Playwright: David Katz. At: Hat City Music Productions at the. Theatre Building, 1225 W. Belmont. Phone: 773-327-2525; $20-$25. Runs through: March 23
A staple of 'sensitive' male fiction is the homage-to-a-hero genre, in which a formerly clumsy, callow, youthfully impetuous acolyte reminisces affectionately on his apprenticeship to a gruff, eccentric, demanding martinet of a mentor—a relationship hearkening to that of son and father, for you Freudians.
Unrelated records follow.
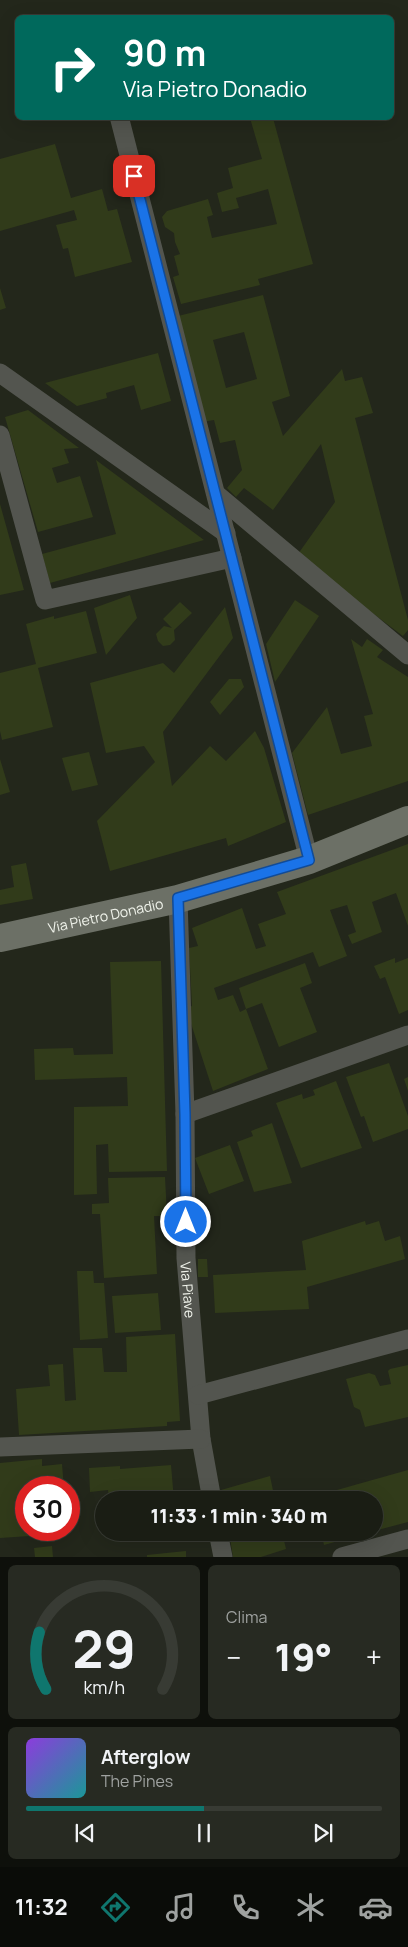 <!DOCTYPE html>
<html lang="it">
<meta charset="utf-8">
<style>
:root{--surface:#1a1d14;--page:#272a22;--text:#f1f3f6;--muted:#9fa2a0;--line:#383b34;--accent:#0f766e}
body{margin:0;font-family:Manrope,sans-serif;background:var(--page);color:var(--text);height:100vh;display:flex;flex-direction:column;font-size:19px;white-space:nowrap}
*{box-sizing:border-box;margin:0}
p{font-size:16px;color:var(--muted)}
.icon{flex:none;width:28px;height:28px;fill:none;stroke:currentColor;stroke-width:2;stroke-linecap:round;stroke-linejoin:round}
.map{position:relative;height:1557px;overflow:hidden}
.drawer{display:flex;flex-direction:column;gap:8px;padding:8px;background:#0e100b;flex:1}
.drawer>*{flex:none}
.top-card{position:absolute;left:15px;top:15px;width:379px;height:105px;border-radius:8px;box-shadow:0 5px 20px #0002,0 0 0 1px var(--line);background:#00695c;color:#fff;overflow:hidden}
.speed{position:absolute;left:15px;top:1476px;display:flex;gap:10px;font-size:25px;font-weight:700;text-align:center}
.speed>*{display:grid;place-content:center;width:65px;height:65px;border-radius:50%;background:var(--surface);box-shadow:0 5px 20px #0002,0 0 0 1px var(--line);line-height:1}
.speed .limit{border:8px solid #d22;background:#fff;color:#111}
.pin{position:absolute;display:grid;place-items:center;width:42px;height:42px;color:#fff;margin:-21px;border-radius:10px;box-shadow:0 2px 8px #0006}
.me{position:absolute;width:55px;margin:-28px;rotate:0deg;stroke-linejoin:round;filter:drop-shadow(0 0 4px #0008)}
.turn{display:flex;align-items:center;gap:18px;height:105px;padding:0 25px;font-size:22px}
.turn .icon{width:65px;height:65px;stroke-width:2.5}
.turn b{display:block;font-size:35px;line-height:42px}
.big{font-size:38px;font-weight:800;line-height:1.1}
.drawer .widget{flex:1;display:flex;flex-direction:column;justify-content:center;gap:8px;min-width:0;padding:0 18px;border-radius:8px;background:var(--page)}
.drawer .dial{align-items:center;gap:0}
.dial svg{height:130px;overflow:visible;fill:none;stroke:var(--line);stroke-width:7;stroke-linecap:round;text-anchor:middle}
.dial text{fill:var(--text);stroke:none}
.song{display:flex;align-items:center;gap:15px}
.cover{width:60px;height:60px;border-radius:8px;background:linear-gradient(135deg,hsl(270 70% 55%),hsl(180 70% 35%))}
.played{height:5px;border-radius:2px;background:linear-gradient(90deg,var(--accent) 50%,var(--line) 50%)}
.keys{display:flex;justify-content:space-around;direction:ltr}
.heat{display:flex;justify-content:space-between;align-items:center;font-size:28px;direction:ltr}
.drawer .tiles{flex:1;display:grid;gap:8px;grid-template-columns:1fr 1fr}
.widget:last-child{grid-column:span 2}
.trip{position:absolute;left:95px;top:1491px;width:288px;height:50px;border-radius:25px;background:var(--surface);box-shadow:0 5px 20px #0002,0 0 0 1px var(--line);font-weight:800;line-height:50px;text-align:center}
.tab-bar{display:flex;height:80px;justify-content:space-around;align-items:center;background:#0a0c08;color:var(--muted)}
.tab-bar .icon{width:35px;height:35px}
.tab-bar .current{color:var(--accent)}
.tab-bar b{font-size:22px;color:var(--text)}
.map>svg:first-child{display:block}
.building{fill:#313b1a;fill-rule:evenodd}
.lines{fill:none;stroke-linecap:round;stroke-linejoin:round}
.street{stroke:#53554f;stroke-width:19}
.secondary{stroke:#6c7066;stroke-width:28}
.route-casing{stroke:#114b97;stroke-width:12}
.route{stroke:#1a73e8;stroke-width:9}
.labels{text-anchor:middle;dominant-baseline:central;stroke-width:5;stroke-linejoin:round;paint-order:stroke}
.street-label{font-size:14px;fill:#f0f3eb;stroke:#0d0f0a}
</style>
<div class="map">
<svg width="408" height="1557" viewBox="0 0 408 1557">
<rect width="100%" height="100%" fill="#23271b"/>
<path class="building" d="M 250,118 L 273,118 L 313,264 L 258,279 L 260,285 L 181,304 L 173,277 L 179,275 L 174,256 L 180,254 L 175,242 L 174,233 L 165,227 L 162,217 L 167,211 L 208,199 L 213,215 L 207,217 L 212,238 L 277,224 L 268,189 L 236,198 L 239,208 L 222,212 L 217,193 L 233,188 L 228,168 L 262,159 Z
M 55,144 L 71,198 L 102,189 L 108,211 L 117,209 L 132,262 L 75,277 L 68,248 L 63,249 L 56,225 L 77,220 L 74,210 L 0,231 L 0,159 Z
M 0,288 L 6,308 L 0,310 Z
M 263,295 L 290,396 L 272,402 L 283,436 L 342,369 L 345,381 L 362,377 L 373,413 L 355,418 L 408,620 L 408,630 L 403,636 L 316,571 L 293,561 L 335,502 L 321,444 L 273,510 L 244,488 L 236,497 L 227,488 L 242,470 L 235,440 L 220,443 L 214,420 L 202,422 L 174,317 ZM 244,332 L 257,379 L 226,388 L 213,340 Z
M 158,353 L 171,401 L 141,410 L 134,385 L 106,393 L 107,398 L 77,406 L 45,383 Z
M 28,410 L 79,448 L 64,449 L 69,463 L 52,468 L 57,483 L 80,476 L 93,517 L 38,532 L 5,417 Z
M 96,460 L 204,540 L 50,583 L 42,554 L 116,534 Z
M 0,504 L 24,590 L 0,595 Z
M 130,595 L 137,618 L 106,655 L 94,608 Z
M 295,600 L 319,616 L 275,682 L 266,644 Z
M 180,602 L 192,613 L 174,630 L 175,640 L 170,645 L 163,646 L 158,641 L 156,634 L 164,626 L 172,628 L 163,619 Z
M 225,607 L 233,638 L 163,732 L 172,786 L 210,746 L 226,761 L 255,731 L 264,748 L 286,822 L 228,846 L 226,838 L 110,871 L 97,821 L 155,762 L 144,746 L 106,753 L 90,683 L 163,663 L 174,673 Z
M 86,611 L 97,653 L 38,668 L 53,727 L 2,740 L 0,731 L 0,673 L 36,664 L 26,624 L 54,616 L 54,619 Z
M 351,639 L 362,647 L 367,639 L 383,650 L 377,657 L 408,677 L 408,781 L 308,815 L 292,753 L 327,707 L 341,754 L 372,746 L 364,716 L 373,714 Z
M 229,679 L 241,679 L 244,687 L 220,715 L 210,702 Z
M 89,752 L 98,785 L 72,791 L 62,758 Z
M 0,759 L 10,792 L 0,795 Z
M 408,844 L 408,926 L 396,893 L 372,902 L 382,932 L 352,944 L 348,935 L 356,932 L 347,905 L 330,910 L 347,956 L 319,967 L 313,952 L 214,988 L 218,1000 L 233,995 L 240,1012 L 246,1009 L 268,1069 L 213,1091 L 186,1008 L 192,1006 L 189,948 L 198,946 L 192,928 L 242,908 L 256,949 L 266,946 L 258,924 L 286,914 L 277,892 Z
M 26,863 L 33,899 L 0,905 L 0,890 L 14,887 L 11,866 Z
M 395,958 L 395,963 L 408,958 L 408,1010 L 399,1014 L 385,977 L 380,979 L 374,966 Z
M 161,961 L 167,1171 L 109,1172 L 108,1144 L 96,1145 L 97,1194 L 74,1195 L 74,1107 L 128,1106 L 127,1077 L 35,1080 L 34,1049 L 73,1048 L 74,1055 L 113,1054 L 110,962 Z
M 305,963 L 312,983 L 300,988 L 317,1032 L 279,1047 L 262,1003 L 246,1009 L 239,988 Z
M 389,1063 L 408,1116 L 408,1129 L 373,1142 L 364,1116 L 361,1117 L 346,1077 Z
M 408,1077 L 408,1091 L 404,1079 Z
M 336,1081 L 362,1148 L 301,1168 L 276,1103 L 302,1094 L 303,1099 L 315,1095 L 313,1090 Z
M 272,1123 L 292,1183 L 254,1192 L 237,1142 L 253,1136 L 251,1131 Z
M 230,1145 L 244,1181 L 209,1194 L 195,1158 Z
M 165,1177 L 167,1216 L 154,1216 L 157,1274 L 104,1278 L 100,1214 L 92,1214 L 92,1204 L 109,1203 L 108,1178 Z
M 365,1221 L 366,1225 L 379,1221 L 385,1241 L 400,1236 L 405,1259 L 307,1287 L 309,1309 L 215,1313 L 213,1275 L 306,1270 L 302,1241 Z
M 198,1259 L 207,1259 L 208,1277 L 198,1277 Z
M 77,1271 L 93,1271 L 94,1283 L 104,1283 L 108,1338 L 80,1340 Z
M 158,1293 L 161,1330 L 115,1333 L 112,1296 Z
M 175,1334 L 180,1421 L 167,1422 L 167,1426 L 19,1435 L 16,1389 L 50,1386 L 48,1365 L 63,1364 L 65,1401 L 76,1400 L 73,1348 L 102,1348 L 104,1372 L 127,1372 L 126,1337 Z
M 408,1365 L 408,1417 L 365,1427 L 360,1410 L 354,1407 L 346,1379 L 369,1373 L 375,1375 L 380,1386 L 391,1384 L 388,1371 L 390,1369 Z
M 42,1459 L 42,1466 L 62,1464 L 64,1488 L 26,1488 L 26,1530 L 29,1530 L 30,1536 L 0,1538 L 0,1463 Z
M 171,1465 L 174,1500 L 109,1500 L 108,1490 L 90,1492 L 89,1468 L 120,1466 L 120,1469 Z
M 408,1470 L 408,1522 L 374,1531 L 374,1500 L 312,1500 L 312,1497 Z
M 270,1476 L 275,1500 L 223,1500 L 221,1490 Z
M 111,1532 L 163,1532 L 164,1537 L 126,1540 L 126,1536 L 111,1537 Z
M 229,1532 L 282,1532 L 286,1549 L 261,1557 L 233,1557 Z
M 321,1532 L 367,1532 L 367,1533 L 324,1545 Z
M 52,1546 L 53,1557 L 35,1557 L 34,1548 Z
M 186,1551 L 186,1557 L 147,1557 L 147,1555 Z"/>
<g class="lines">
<g class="street">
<path d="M 120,120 L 309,860"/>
<path d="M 0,373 L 226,533"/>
<path d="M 0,435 L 45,600 L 232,558"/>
<path d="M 216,494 L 408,655"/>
<path id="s1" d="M 178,899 L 185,1114 L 186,1258 L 201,1439 L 212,1500"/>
<path d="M 185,1114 L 408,1035"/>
<path d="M 198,1395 L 408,1339"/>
<path d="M 0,1447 L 201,1439"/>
<path d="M 218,1532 L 223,1557"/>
<path d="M 342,1557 L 408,1539"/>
</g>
<path class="secondary" id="s2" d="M 0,938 L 178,899 L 309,860 L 408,820"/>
</g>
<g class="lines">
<defs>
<path id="route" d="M 134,176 L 309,860 L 178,898 L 185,1114 L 186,1222"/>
</defs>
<use href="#route" class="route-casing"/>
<use href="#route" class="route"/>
</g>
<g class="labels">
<g class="street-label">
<text stroke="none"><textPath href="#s2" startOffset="108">Via Pietro Donadio</textPath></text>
<text stroke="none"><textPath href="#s1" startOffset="391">Via Piave</textPath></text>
</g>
</g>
</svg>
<div class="speed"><div class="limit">30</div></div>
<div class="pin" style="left:134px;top:176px;background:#d93025"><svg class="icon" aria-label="arrive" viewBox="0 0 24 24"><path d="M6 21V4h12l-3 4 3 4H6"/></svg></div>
<svg class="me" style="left:186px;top:1222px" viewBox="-20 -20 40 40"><circle r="17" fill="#1a73e8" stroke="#fff" stroke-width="3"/><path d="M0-11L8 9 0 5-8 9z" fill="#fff"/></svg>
<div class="trip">11:33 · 1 min · 340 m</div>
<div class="top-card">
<div class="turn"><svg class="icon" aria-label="right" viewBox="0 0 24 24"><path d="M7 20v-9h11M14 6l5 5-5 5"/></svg><div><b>90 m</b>Via Pietro Donadio</div></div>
</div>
</div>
<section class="drawer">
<div class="tiles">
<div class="widget dial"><svg viewBox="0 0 100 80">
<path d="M14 69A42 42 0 1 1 86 69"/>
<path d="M14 69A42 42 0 0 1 10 34" stroke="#0f766e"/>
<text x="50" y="56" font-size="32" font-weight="700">29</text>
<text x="50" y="72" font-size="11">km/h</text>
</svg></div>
<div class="widget"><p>Clima</p>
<div class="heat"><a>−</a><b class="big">19°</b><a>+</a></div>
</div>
<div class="widget">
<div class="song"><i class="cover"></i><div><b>Afterglow</b><p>The Pines</p></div></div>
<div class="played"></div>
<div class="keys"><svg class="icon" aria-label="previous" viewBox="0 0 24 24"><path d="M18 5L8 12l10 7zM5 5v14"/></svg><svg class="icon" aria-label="pause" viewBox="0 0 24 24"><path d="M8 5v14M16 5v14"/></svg><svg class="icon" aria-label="next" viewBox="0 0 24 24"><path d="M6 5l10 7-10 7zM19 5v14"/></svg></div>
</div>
</div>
</section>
<nav class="tab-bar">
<b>11:32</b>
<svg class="icon current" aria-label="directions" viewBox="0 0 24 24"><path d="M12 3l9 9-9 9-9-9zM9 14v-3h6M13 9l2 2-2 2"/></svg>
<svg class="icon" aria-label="music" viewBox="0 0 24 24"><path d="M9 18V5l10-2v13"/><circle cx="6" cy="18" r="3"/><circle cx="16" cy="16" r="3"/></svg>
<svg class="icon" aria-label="phone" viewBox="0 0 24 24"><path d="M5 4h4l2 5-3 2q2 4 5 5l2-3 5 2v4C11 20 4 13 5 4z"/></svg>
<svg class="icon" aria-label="climate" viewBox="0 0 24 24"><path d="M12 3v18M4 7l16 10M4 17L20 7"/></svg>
<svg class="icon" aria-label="car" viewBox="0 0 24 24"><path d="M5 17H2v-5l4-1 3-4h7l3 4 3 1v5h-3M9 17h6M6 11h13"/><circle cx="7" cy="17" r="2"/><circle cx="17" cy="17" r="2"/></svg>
</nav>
The retrospective plot proposes no uncertain dramatic question, no brain-twisting intellectual argument, no claims to unbiased documentation or anything more than a sentimental elegy promising audiences a good cry and renewed hopes for reconciliation of human conflicts.
Charles Bruck, former master of the Pierre Monteux music academy, has all the quirks necessary for his role in David Katz's autobiographical drama: in the years encompassed by this play, he is elderly and Eastern European, his heavily accented English riddled with malapropisms and impaired by a severe lisp, causing him to spit profusely ( far upstage of the curtain line, fortunately ) . He heckles his students mercilessly, sneers at the Tanglewood Music Center school's curriculum, and shuts the door in the face of callers daring to arrive early. But he loses his composure and weeps in anguish during a rehearsal of Schoenberg's Survivor From Warsaw—breakdowns rooted in vivid Holocaust memories being an indispensable element in the portrayal of such characters.
Katz is not content to simply play the wide-eyed foil, as playwright or as performer, but instead invokes his mentor's irascible personality within the conceit of the latter's critiquing from the grave, with unrepentant candor, his pupil's account of his life's events. Switching voices with the lightning speed and clarity to be expected of an actor trained in tonal sensitivity, Katz also, in the course of the show, physically replicates with hilarious accuracy the antics of three woefully inept student conductors and stacks sheet music into a precariously swaying column that he comically dismantles to the accompaniment of Tchaikovsky's Sixth symphony ( the third movement, with cymbals ) , before changing into his formal clothes with a quiet reverence more eloquent than words.
And then there's the music, selected for familiarity—Dukas, Grieg, Mendelssohn, Debussy and, of course, Wagner—accompanied by a slide-show of famous conductors wearing characteristically ecstatic expressions. We may not all go home as enamored of Maestro Bruck as Katz, but the allegretto running time of 100 minutes ( with one intermission ) nevertheless offers a wealth of enjoyment even for those who don't know Borodin from Bugs Bunny.